Lost at Sea

Perth Theatre

Four stars

Touring until May 24

My Left/Right Foot: The Musical

Alhambra Theatre, Dunfermline

Four stars

At Dundee Rep, May 21-25


This full stage premiere of Morna Young’s fishing drama Lost at Sea has been a long time coming. “Incited”, to use the writer’s word, by the loss at sea of her own father (Daniel ‘Donnie’ Young) in 1989, the play began its life with a performed reading in the Morayshire fishing community of Lossiemouth in 2013.

Six years on, the piece is being staged by Perth Theatre with all of the gravitas and style that its weighty and emotive subject matter demands. Just reading the production’s list of cast and creatives (ranging from such brilliant actors as Tam Dean Burn, Jennifer Black and Gerry Mulgrew, to acclaimed director Ian Brown and set designer Karen Tennent) creates a sense of anticipation.

Young’s play is a moving, commemorative fiction which integrates the words of real people from fishing communities. However, unlike many verbatim dramas, which can tend to feel rigid and leaden, this piece is supple and generous.

Built around the quest of one young woman (Shona, played with sympathetic persistence by Sophia McLean), for the truth of her father’s death, this is no slab of theatrical granite. Rather, it has the contours of a humanistic sculpture.

The contrast between brothers Jock and Kevin McInnes (played powerfully by Ali Craig and Andy Clark, respectively) has both a timelessly tragic dimension and a contemporary, political aspect. Their brotherhood is strained by personality differences that are exacerbated by the economics of modern fishing, quotas and, for a time in the recent past, the rich rewards that were available to some.

However, as Skipper (the lyrical, ubiquitous and ethereal fisherman, performed beautifully by Tam Dean Burn) reminds us, the sea, which gives and takes, is more powerful than any financial transaction.

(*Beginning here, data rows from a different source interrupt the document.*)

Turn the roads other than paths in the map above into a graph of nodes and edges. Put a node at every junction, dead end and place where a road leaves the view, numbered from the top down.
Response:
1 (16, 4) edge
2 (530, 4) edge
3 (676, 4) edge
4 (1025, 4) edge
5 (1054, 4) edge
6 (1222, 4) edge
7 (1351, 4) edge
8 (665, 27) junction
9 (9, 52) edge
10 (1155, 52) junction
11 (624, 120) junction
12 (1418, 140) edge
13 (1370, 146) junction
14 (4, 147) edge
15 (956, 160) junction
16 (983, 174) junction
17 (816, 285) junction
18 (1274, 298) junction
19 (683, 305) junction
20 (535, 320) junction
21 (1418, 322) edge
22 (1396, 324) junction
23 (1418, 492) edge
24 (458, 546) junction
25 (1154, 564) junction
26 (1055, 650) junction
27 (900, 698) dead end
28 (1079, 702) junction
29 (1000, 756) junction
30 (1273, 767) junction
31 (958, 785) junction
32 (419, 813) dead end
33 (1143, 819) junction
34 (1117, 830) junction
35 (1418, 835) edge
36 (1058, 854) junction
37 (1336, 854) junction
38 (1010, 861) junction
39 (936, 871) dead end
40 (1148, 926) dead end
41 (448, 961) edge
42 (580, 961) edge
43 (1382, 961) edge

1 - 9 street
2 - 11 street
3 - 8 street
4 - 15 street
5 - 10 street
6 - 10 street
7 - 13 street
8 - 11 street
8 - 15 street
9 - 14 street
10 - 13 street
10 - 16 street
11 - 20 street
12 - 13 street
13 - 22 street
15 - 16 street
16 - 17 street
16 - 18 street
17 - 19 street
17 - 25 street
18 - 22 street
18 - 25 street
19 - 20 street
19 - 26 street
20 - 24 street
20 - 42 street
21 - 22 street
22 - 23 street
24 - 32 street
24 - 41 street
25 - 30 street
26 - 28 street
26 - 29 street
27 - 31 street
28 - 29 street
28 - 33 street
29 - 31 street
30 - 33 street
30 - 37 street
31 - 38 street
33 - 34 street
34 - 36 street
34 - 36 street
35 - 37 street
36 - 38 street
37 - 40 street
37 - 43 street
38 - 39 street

A story of conflict and, agonisingly, of loss, the play also expresses the complex relationships that the women of fishing communities have with the sea. The loss of both a father and, then, a son puts a rupture in the stoicism of Meg (the excellent Jennifer Black). There are fine performances, too, from Helen McAlpine and Kim Gerard as young fishermen’s wives Kath and Eve.

The atmosphere of Ian Brown’s production is powerful and constant, thanks in no small measure to the impressive set by Karen Tennent (which is evocative of the darkness of the sea, and is brilliantly illuminated by lighting designer Katharine Williams). Pippa Murphy’s music and sound, including moving songs and tunes (some played, by actor/musician Thoren Ferguson, on an extraordinary fiddle hewn from driftwood), is equally exceptional.

There is exceptional music of a very different kind in My Left/Right Foot: The Musical, the deservedly revived comedy by Birds of Paradise and the National Theatre of Scotland. A smash hit at the 2018 Edinburgh Fringe, this musical-cum-farce satirises “does he take sugar” attitudes to disability with a gloriously flagrant chutzpah.

The ultra-competitive, but consistently unsuccessful am-drammers known as the Kirktoon Players think they just might win the Scottish amateur dramatic competition if they go down the politically correct “inclusivity” route. However, things go somewhat pear-shaped when the am-dram authorities get wind of the fact that the role of protagonist Christy Brown (who has cerebral palsy/CP) in their proposed stage adaptation of My Left Foot is to be played (as in the famous film starring Daniel Day-Lewis) by a non-disabled actor.

Chaos ensues as the company try to rebuild their show around Chris (the excellent Christopher Imbroscisano), a community hall volunteer (and non-actor) who happens to have CP. Outrageous numbers such as “I Hate Other People” and “Spastic Finger” are reminiscent of the late, great Ian Dury’s refusal to bow to society’s demand for polite gratitude from disabled people.

From sex between disabled and non-disabled people to a fabulously liberal use of non-PC language around disability, the piece reflects the tremendous humour (and also the great political stridency) of writer/director Robert Softley Gale (who has CP himself) and fellow lyricists Richard Thomas and Scott Gilmour. The music (by Thomas and Claire McKenzie) ranges delightfully from rock opera to The Dubliners, and is delivered brilliantly by a top-notch, uproariously frenetic ensemble.